Над бочками, укрывшись в скалах, неприятеля поджидали 15 стрелков. Французы стрелков ненавидели. Сами они не использовали винтовки, полагая, что их слишком долго приходится заряжать, но Шарп научился любить это оружие. Возможно, оно не обеспечивало достаточной скорострельности, но по убойной силе винтовка намного превосходила гладкоствольный мушкет, и Шарп не раз видел, как горстка стрелков решала исход сражения.

Шарп обернулся и посмотрел на юг. Он не мог видеть Ирати, до деревни было больше мили, а пикет располагался еще полумилей дальше. Внезапно он забеспокоился, что не услышит предупреждающих выстрелов капитана Смита. Но было уже поздно что-либо менять. Хватит об этом думать, сказал он себе. Не стоит беспокоиться о том, чего нельзя изменить.

— Неприятель, сэр, — тихо сказал Харпер, и Шарп, развернувшись, взглянул на дорогу.

Французы приближались.

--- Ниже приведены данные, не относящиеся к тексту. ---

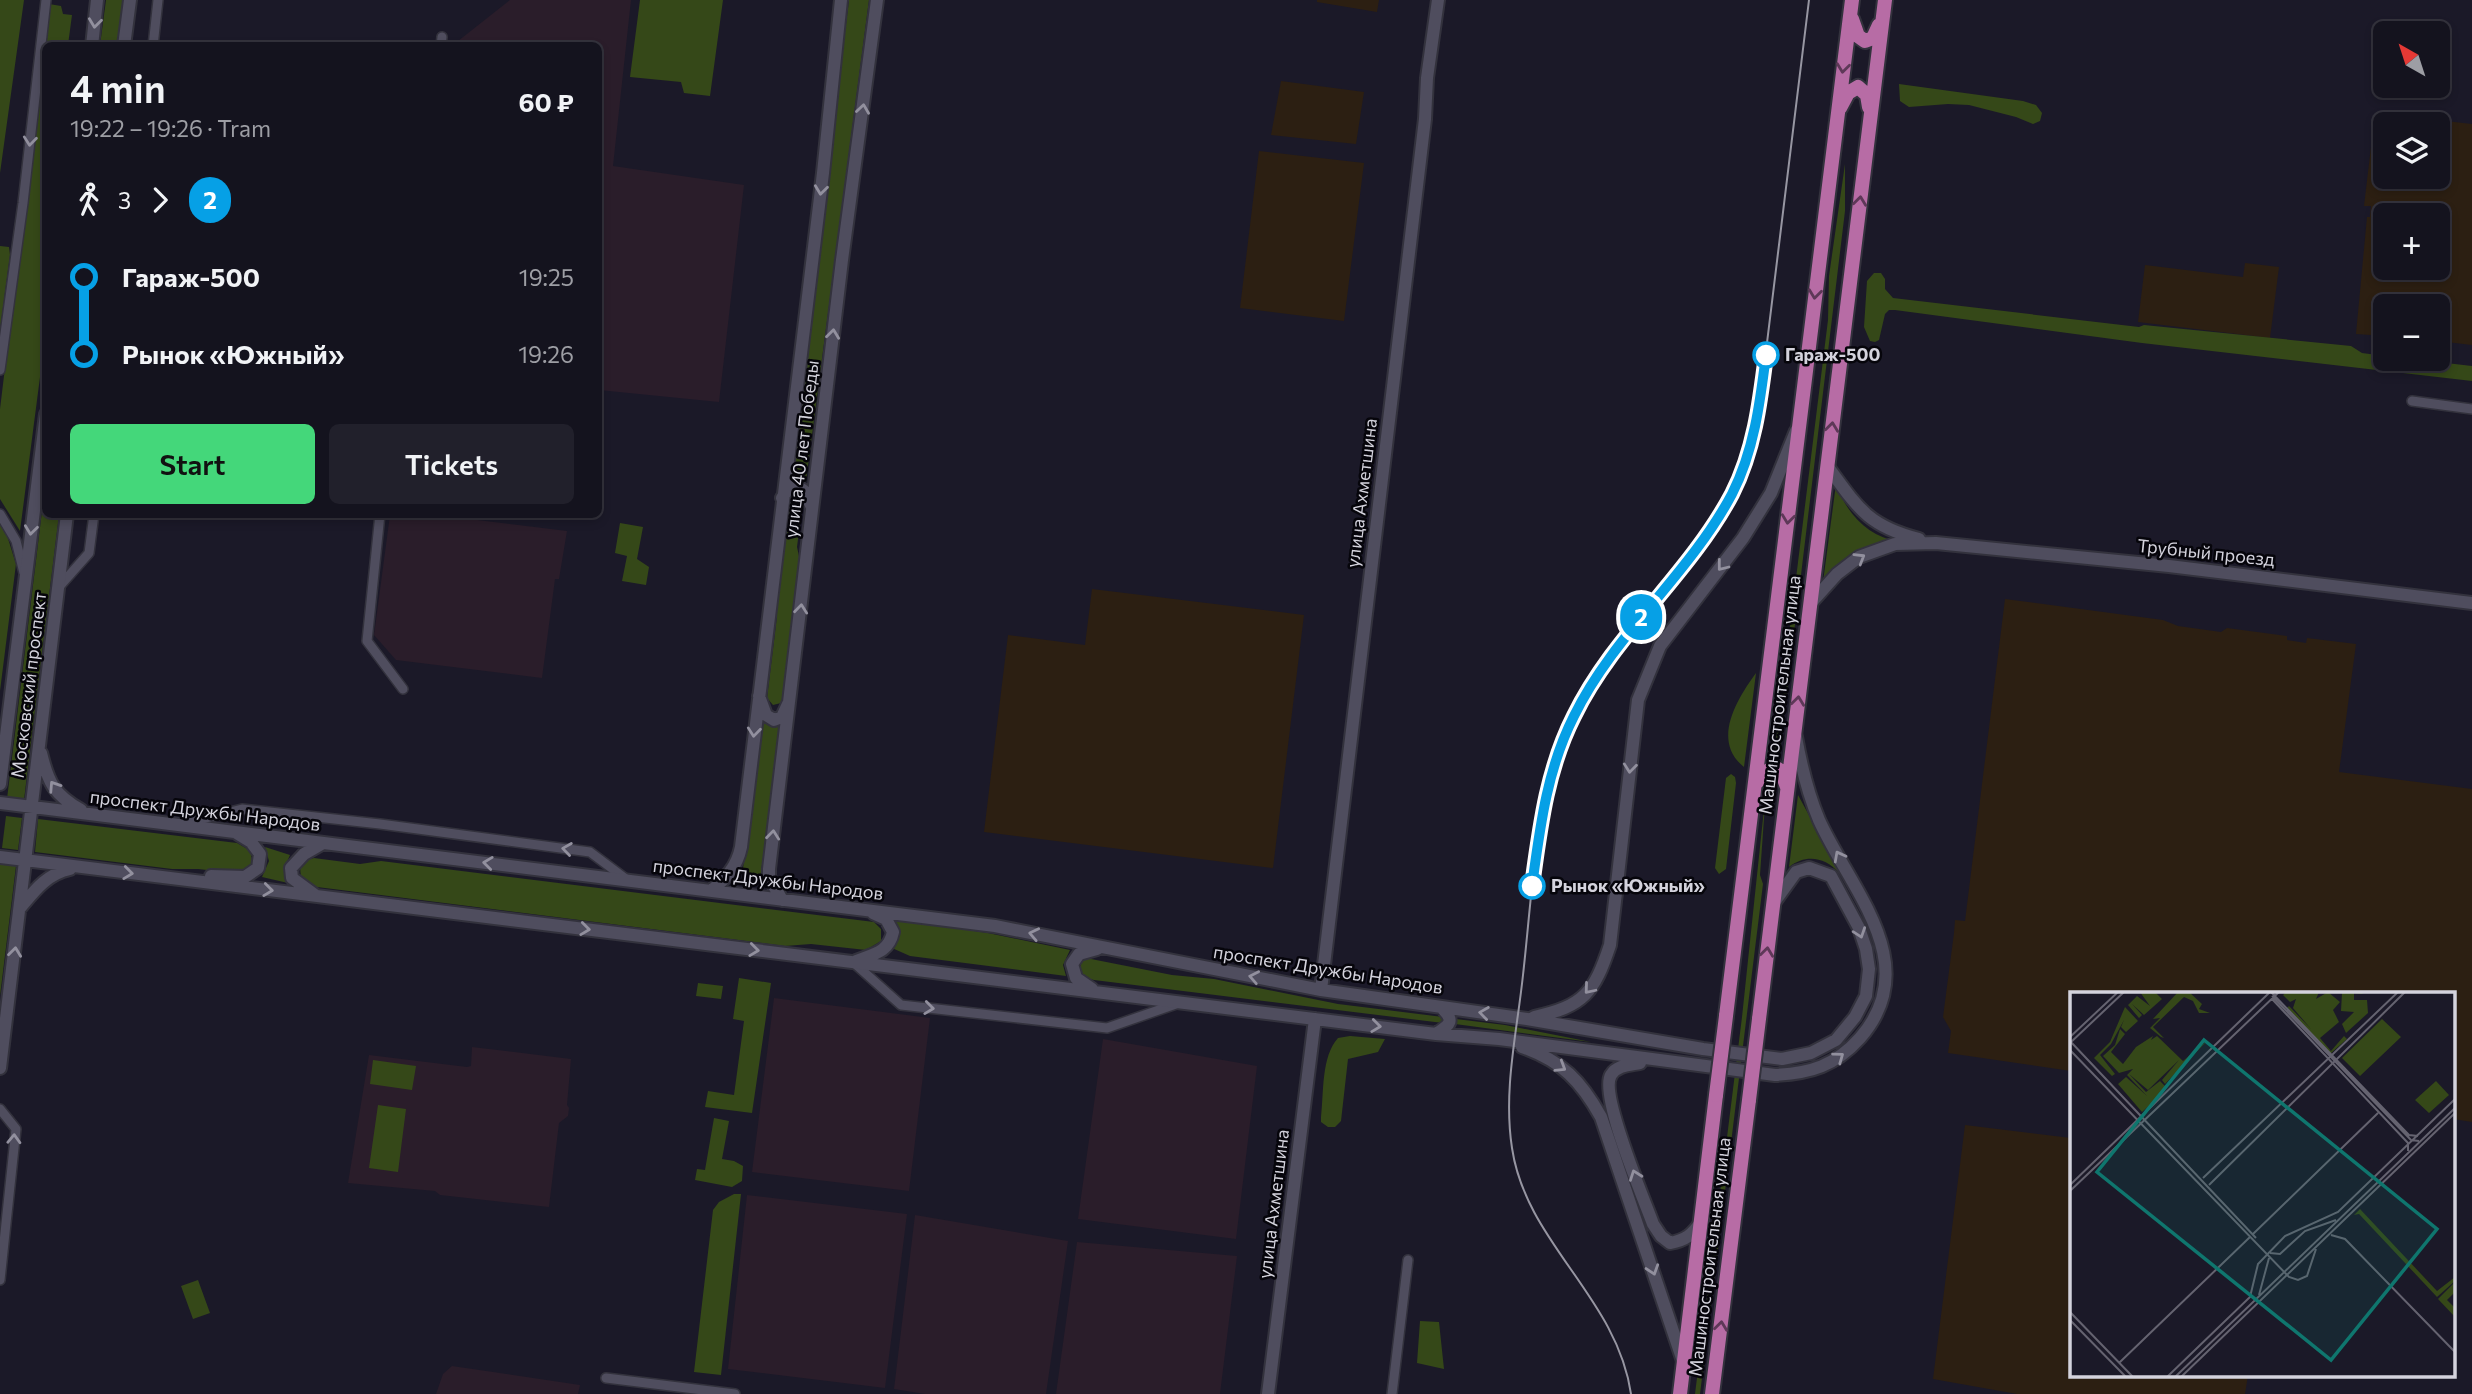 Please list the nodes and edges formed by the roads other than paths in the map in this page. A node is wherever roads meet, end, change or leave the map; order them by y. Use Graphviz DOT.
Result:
graph roads {
  1 [pos="46,0"];
  2 [pos="97,0"];
  3 [pos="130,0"];
  4 [pos="159,0"];
  5 [pos="841,0"];
  6 [pos="877,0"];
  7 [pos="1438,0"];
  8 [pos="1885,0"];
  9 [pos="1851,7"];
  10 [pos="1883,17"];
  11 [pos="92,42"];
  12 [pos="125,42"];
  13 [pos="154,42"];
  14 [pos="1838,114"];
  15 [pos="1871,119"];
  16 [pos="0,370"];
  17 [pos="2412,401"];
  18 [pos="2472,409"];
  19 [pos="1800,421"];
  20 [pos="42,445"];
  21 [pos="1828,467"];
  22 [pos="782,498"];
  23 [pos="813,507"];
  24 [pos="0,514"];
  25 [pos="67,518"];
  26 [pos="93,518"];
  27 [pos="380,518"];
  28 [pos="1936,543"];
  29 [pos="25,577"];
  30 [pos="58,588"];
  31 [pos="2472,603"];
  32 [pos="1810,604"];
  33 [pos="403,689"];
  34 [pos="758,692"];
  35 [pos="791,698"];
  36 [pos="1795,730"];
  37 [pos="39,745"];
  38 [pos="2,747"];
  39 [pos="0,784"];
  40 [pos="1755,784"];
  41 [pos="1788,788"];
  42 [pos="0,803"];
  43 [pos="32,807"];
  44 [pos="87,814"];
  45 [pos="178,825"];
  46 [pos="236,832"];
  47 [pos="323,843"];
  48 [pos="0,857"];
  49 [pos="26,860"];
  50 [pos="79,867"];
  51 [pos="176,879"];
  52 [pos="626,879"];
  53 [pos="711,891"];
  54 [pos="316,896"];
  55 [pos="782,900"];
  56 [pos="1773,905"];
  57 [pos="20,909"];
  58 [pos="866,910"];
  59 [pos="1101,948"];
  60 [pos="853,962"];
  61 [pos="1321,990"];
  62 [pos="1096,992"];
  63 [pos="1180,1002"];
  64 [pos="1441,1007"];
  65 [pos="1315,1019"];
  66 [pos="1527,1019"];
  67 [pos="1436,1034"];
  68 [pos="1499,1039"];
  69 [pos="1654,1060"];
  70 [pos="0,1068"];
  71 [pos="0,1110"];
  72 [pos="1701,1222"];
  73 [pos="1408,1260"];
  74 [pos="0,1280"];
  75 [pos="1683,1364"];
  76 [pos="606,1378"];
  77 [pos="735,1394"];
  78 [pos="1268,1394"];
  79 [pos="1392,1394"];
  80 [pos="1680,1394"];
  81 [pos="1712,1394"];
  1 -- 16 [label="street, one-way"];
  2 -- 11 [label="main road, one-way"];
  3 -- 12 [label="main road"];
  4 -- 13 [label="street"];
  5 -- 22 [label="main road, улица 40 лет Победы, one-way"];
  23 -- 6 [label="main road, улица 40 лет Победы, one-way"];
  7 -- 61 [label="main road, улица Ахметшина"];
  8 -- 10 [label="main road, Машиностроительная улица"];
  9 -- 10 [label="main road"];
  9 -- 14 [label="main road, Машиностроительная улица, one-way"];
  10 -- 15 [label="main road, Машиностроительная улица"];
  14 -- 15 [label="main road"];
  14 -- 19 [label="main road, Машиностроительная улица, one-way"];
  21 -- 15 [label="main road, Машиностроительная улица, one-way"];
  17 -- 18 [label="street"];
  19 -- 40 [label="main road, Машиностроительная улица, one-way"];
  19 -- 66 [label="main road, one-way"];
  20 -- 29 [label="main road, Московский проспект, one-way"];
  21 -- 28 [label="main road"];
  21 -- 32 [label="main road, Машиностроительная улица"];
  22 -- 23 [label="main road"];
  22 -- 34 [label="main road, улица 40 лет Победы"];
  35 -- 23 [label="main road, улица 40 лет Победы, one-way"];
  24 -- 29 [label="street"];
  25 -- 30 [label="main road, Московский проспект"];
  26 -- 30 [label="street"];
  27 -- 33 [label="street"];
  28 -- 31 [label="main road, Трубный проезд"];
  32 -- 28 [label="main road, one-way"];
  29 -- 38 [label="main road, Московский проспект"];
  30 -- 37 [label="main road, Московский проспект"];
  36 -- 32 [label="main road, Машиностроительная улица, one-way"];
  34 -- 35 [label="main road"];
  34 -- 53 [label="main road, улица 40 лет Победы, one-way"];
  55 -- 35 [label="main road, улица 40 лет Победы, one-way"];
  36 -- 41 [label="main road, Машиностроительная улица"];
  69 -- 36 [label="main road, one-way"];
  37 -- 43 [label="main road, Московский проспект"];
  44 -- 37 [label="main road, one-way"];
  38 -- 39 [label="main road, Московский проспект"];
  40 -- 41 [label="main road"];
  40 -- 72 [label="main road, Машиностроительная улица, bridge"];
  41 -- 56 [label="main road, Машиностроительная улица"];
  42 -- 43 [label="main road, проспект Дружбы Народов"];
  43 -- 44 [label="main road, проспект Дружбы Народов"];
  43 -- 49 [label="main road, Московский проспект"];
  44 -- 45 [label="main road, проспект Дружбы Народов"];
  45 -- 46 [label="main road, проспект Дружбы Народов"];
  52 -- 45 [label="street, one-way"];
  46 -- 47 [label="main road, проспект Дружбы Народов"];
  46 -- 51 [label="main road"];
  52 -- 47 [label="main road, проспект Дружбы Народов, one-way"];
  47 -- 54 [label="main road"];
  48 -- 49 [label="main road"];
  49 -- 50 [label="main road"];
  49 -- 57 [label="main road, Московский проспект"];
  50 -- 51 [label="main road, one-way"];
  50 -- 57 [label="main road"];
  51 -- 54 [label="main road, one-way"];
  52 -- 53 [label="main road, проспект Дружбы Народов"];
  53 -- 55 [label="main road, проспект Дружбы Народов"];
  54 -- 60 [label="main road, one-way"];
  55 -- 58 [label="main road, проспект Дружбы Народов"];
  56 -- 66 [label="main road, проспект Дружбы Народов, one-way"];
  81 -- 56 [label="main road, Машиностроительная улица, one-way, bridge"];
  70 -- 57 [label="main road, Московский проспект, one-way"];
  59 -- 58 [label="main road, проспект Дружбы Народов, one-way"];
  58 -- 60 [label="main road"];
  61 -- 59 [label="main road, проспект Дружбы Народов, one-way"];
  59 -- 62 [label="main road"];
  60 -- 62 [label="main road"];
  60 -- 63 [label="street, one-way"];
  61 -- 64 [label="main road, проспект Дружбы Народов"];
  62 -- 63 [label="main road"];
  63 -- 65 [label="main road"];
  66 -- 64 [label="main road, проспект Дружбы Народов, one-way"];
  64 -- 67 [label="main road"];
  65 -- 67 [label="main road, one-way"];
  65 -- 78 [label="main road, улица Ахметшина"];
  67 -- 68 [label="main road"];
  68 -- 69 [label="main road"];
  68 -- 75 [label="main road, one-way"];
  72 -- 69 [label="main road, one-way"];
  74 -- 71 [label="street, one-way"];
  72 -- 75 [label="main road, Машиностроительная улица"];
  73 -- 79 [label="street"];
  75 -- 80 [label="main road, Машиностроительная улица"];
  76 -- 77 [label="street"];
} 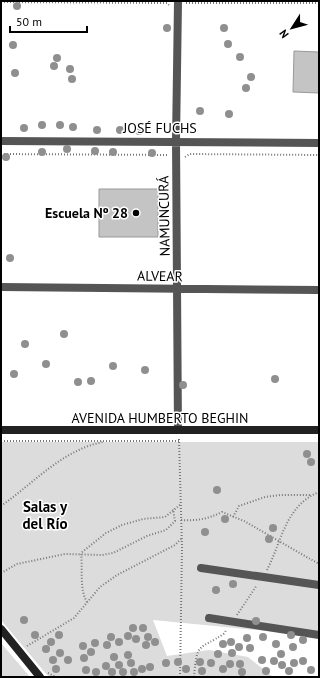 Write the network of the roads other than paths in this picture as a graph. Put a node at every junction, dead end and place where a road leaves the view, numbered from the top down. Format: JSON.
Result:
{"nodes":[{"id":1,"x":180,"y":4,"type":"edge"},
{"id":2,"x":1,"y":141,"type":"edge"},
{"id":3,"x":176,"y":141,"type":"junction"},
{"id":4,"x":319,"y":143,"type":"edge"},
{"id":5,"x":1,"y":287,"type":"edge"},
{"id":6,"x":178,"y":289,"type":"junction"},
{"id":7,"x":319,"y":290,"type":"edge"},
{"id":8,"x":1,"y":430,"type":"edge"},
{"id":9,"x":178,"y":430,"type":"junction"},
{"id":10,"x":319,"y":430,"type":"edge"},
{"id":11,"x":201,"y":568,"type":"dead end"},
{"id":12,"x":319,"y":585,"type":"edge"},
{"id":13,"x":209,"y":618,"type":"dead end"},
{"id":14,"x":1,"y":629,"type":"edge"},
{"id":15,"x":319,"y":635,"type":"edge"},
{"id":16,"x":40,"y":677,"type":"edge"}],
"edges":[{"from":1,"to":3,"type":"street","name":"NAMUNCURÁ"},
{"from":2,"to":3,"type":"street","name":"JOSÉ FUCHS"},
{"from":3,"to":4,"type":"street","name":"JOSÉ FUCHS"},
{"from":3,"to":6,"type":"street","name":"NAMUNCURÁ"},
{"from":5,"to":6,"type":"street","name":"ALVEAR"},
{"from":6,"to":7,"type":"street","name":"ALVEAR"},
{"from":6,"to":9,"type":"street","name":"NAMUNCURÁ"},
{"from":8,"to":9,"type":"street","name":"AVENIDA HUMBERTO BEGHIN"},
{"from":9,"to":10,"type":"street","name":"AVENIDA HUMBERTO BEGHIN"},
{"from":11,"to":12,"type":"street"},
{"from":13,"to":15,"type":"street"},
{"from":14,"to":16,"type":"street"}]} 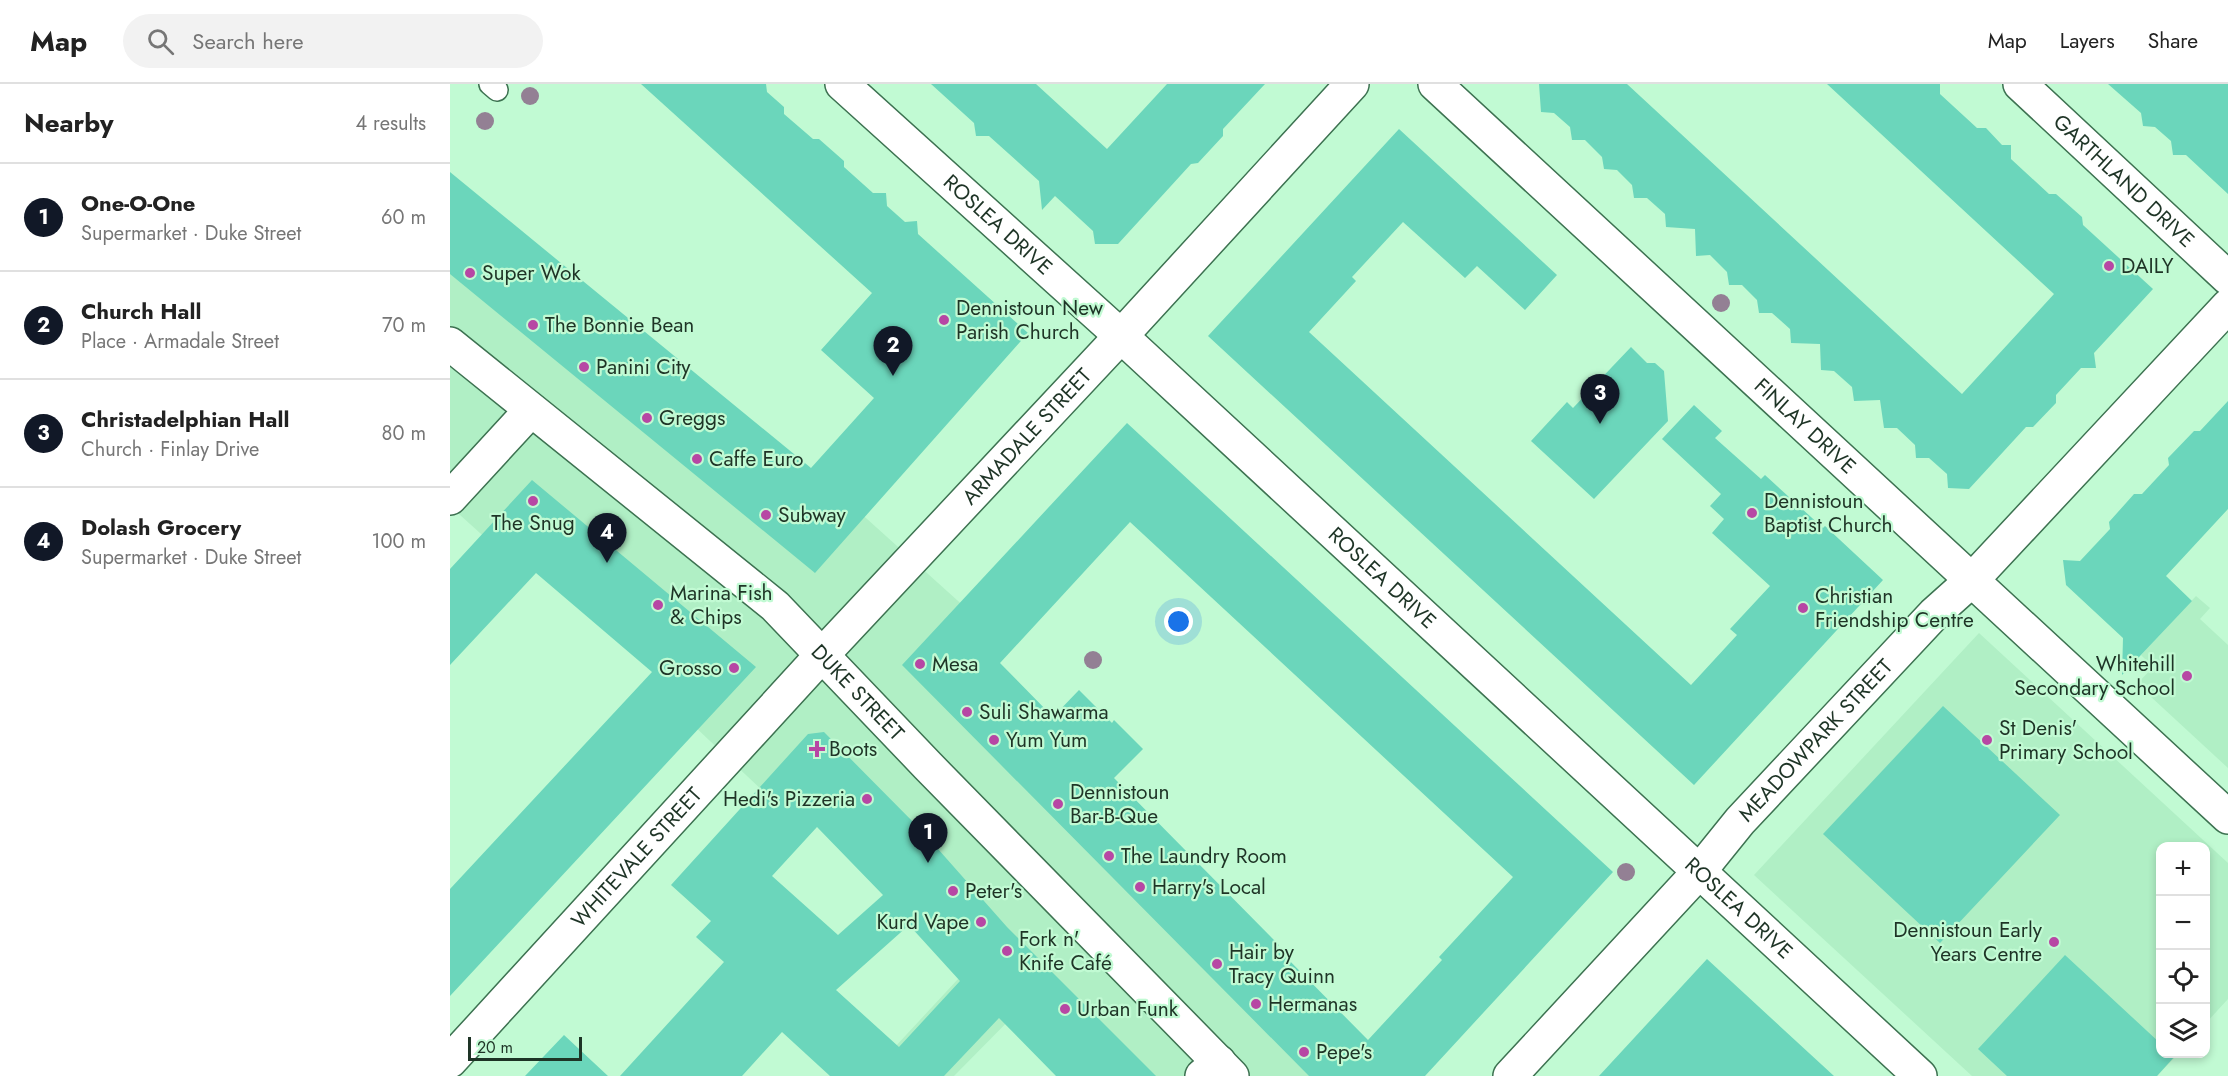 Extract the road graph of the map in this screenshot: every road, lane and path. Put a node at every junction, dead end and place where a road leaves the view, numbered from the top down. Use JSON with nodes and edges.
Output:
{"nodes":[{"id":1,"x":842,"y":84,"type":"edge"},
{"id":2,"x":1352,"y":84,"type":"edge"},
{"id":3,"x":1435,"y":84,"type":"edge"},
{"id":4,"x":2020,"y":84,"type":"edge"},
{"id":5,"x":2228,"y":278,"type":"edge"},
{"id":6,"x":2228,"y":306,"type":"edge"},
{"id":7,"x":1121,"y":336,"type":"junction"},
{"id":8,"x":450,"y":344,"type":"edge"},
{"id":9,"x":531,"y":410,"type":"junction"},
{"id":10,"x":450,"y":498,"type":"edge"},
{"id":11,"x":1972,"y":580,"type":"junction"},
{"id":12,"x":822,"y":655,"type":"junction"},
{"id":13,"x":2228,"y":817,"type":"edge"},
{"id":14,"x":1698,"y":873,"type":"junction"},
{"id":15,"x":450,"y":1061,"type":"edge"},
{"id":16,"x":1218,"y":1071,"type":"edge"},
{"id":17,"x":1510,"y":1076,"type":"edge"},
{"id":18,"x":1920,"y":1076,"type":"edge"}],
"edges":[{"from":1,"to":7,"type":"street","name":"ROSLEA DRIVE"},
{"from":2,"to":7,"type":"street","name":"ARMADALE STREET"},
{"from":3,"to":11,"type":"street","name":"FINLAY DRIVE"},
{"from":4,"to":5,"type":"street","name":"GARTHLAND DRIVE"},
{"from":6,"to":11,"type":"street","name":"MEADOWPARK STREET"},
{"from":7,"to":12,"type":"street","name":"ARMADALE STREET"},
{"from":7,"to":14,"type":"street","name":"ROSLEA DRIVE"},
{"from":8,"to":9,"type":"street","name":"DUKE STREET"},
{"from":9,"to":10,"type":"street"},
{"from":9,"to":12,"type":"street","name":"DUKE STREET"},
{"from":11,"to":13,"type":"street","name":"FINLAY DRIVE"},
{"from":11,"to":14,"type":"street","name":"MEADOWPARK STREET"},
{"from":12,"to":15,"type":"street","name":"WHITEVALE STREET"},
{"from":12,"to":16,"type":"street","name":"DUKE STREET"},
{"from":14,"to":17,"type":"street","name":"MEADOWPARK STREET"},
{"from":14,"to":18,"type":"street","name":"ROSLEA DRIVE"}]}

Их было не слишком много, всего лишь пол-роты гренадеров, отборные подразделения вражеской пехоты. Они носили высокие медвежьи шапки с медной бляхой. Но никто из них, как видел Шарп в подзорную трубу, не щеголял высокими красными плюмажами на киверах. Французские гренадеры трепетно относились к своим плюмажам, и во время походов предпочитали хранить их в кожаных футлярах, прикрепленных к перевязи.